Ya sabíamos que la economía tiende a autoajustarse. No siempre, claro, porque no hay mecanismos totalmente automáticos, salvo en el ámbito de la física. En las actividades humanas, la presencia del ser humano no deja de ser un factor perturbador. ¡Qué bien funcionaría todo si fuésemos máquinas que no tienen voluntad propia, que no aprenden y que no cambian sus conductas! Eso es lo que piensan algunos –y así nos va, cuando esos son los que toman las decisiones.
Leo en un periódico económico que «Wall Street pierde fuelle porque los buenos datos de la economía (norteamericana) fortalecen al dólar«. Parece una queja, ¿no? Pero no debe serlo.

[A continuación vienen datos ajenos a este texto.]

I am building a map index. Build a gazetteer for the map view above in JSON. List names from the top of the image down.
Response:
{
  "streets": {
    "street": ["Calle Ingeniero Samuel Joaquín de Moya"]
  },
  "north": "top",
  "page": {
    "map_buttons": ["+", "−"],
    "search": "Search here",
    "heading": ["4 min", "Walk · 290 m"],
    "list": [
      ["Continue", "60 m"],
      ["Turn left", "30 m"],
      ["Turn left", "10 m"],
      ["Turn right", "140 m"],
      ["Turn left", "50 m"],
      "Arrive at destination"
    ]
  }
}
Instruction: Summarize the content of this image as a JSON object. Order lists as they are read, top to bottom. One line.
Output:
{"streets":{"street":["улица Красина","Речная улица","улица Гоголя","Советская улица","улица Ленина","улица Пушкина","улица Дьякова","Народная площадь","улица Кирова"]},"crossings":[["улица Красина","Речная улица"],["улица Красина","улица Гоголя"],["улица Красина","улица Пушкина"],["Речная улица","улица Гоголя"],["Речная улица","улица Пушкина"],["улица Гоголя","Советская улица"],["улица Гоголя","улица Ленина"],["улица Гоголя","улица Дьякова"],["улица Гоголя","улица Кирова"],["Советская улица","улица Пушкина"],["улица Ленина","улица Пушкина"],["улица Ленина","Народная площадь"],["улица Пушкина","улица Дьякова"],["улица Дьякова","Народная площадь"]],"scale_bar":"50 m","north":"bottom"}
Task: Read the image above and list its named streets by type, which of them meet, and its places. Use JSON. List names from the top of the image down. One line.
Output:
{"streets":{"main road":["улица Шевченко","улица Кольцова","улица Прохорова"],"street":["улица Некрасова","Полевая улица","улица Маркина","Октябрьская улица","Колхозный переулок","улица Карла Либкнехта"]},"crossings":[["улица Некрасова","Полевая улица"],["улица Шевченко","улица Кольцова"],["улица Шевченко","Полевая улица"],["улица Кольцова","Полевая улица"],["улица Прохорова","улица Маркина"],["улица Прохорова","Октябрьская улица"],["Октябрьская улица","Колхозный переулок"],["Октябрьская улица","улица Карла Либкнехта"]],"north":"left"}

Eso forma parte de los mecanismos automáticos de ajuste. Sería como si alguien se enfadase porque, a consecuencia de un virus o un microbio, ha tenido trastornos estomacales o fiebre.
Los mecanismos automáticos son buenos. Cuando una economía acelera el crecimiento del producto y la demanda, los tipos de interés tienden a subir, por la mayor demanda de crédito, y su moneda tiende a apreciarse, precisamente por la subida de tipos. Y esto frena el crecimiento: los mayores tipos de interés desaniman el consumo de bienes duraderos y la inversión, y la apreciación de la moneda desacelera las exportaciones y anima las importaciones. El resultado es un crecimiento más moderado. Sin esos mecanismos automáticos, la economía sería una sucesión de auges violentos y depresiones de vértigo.
Que es lo que pretenden algunos, según parece: aprovechemos los auges, alarguémoslos, acelerémoslos, para hacernos más ricos más pronto. Y cuando lleguen las vacas flacas, corramos al Estado y al banco central para pedir nuevas medidas de expansión. Todo menos tener paciencia, que no es virtud para el siglo XXI, por lo que parece. Ya la Biblia denunciaba a los avariciosos que se decían: ¿cuándo pasará el sábado, el día de fiesta, para volver a vender el trigo con balanzas trucadas?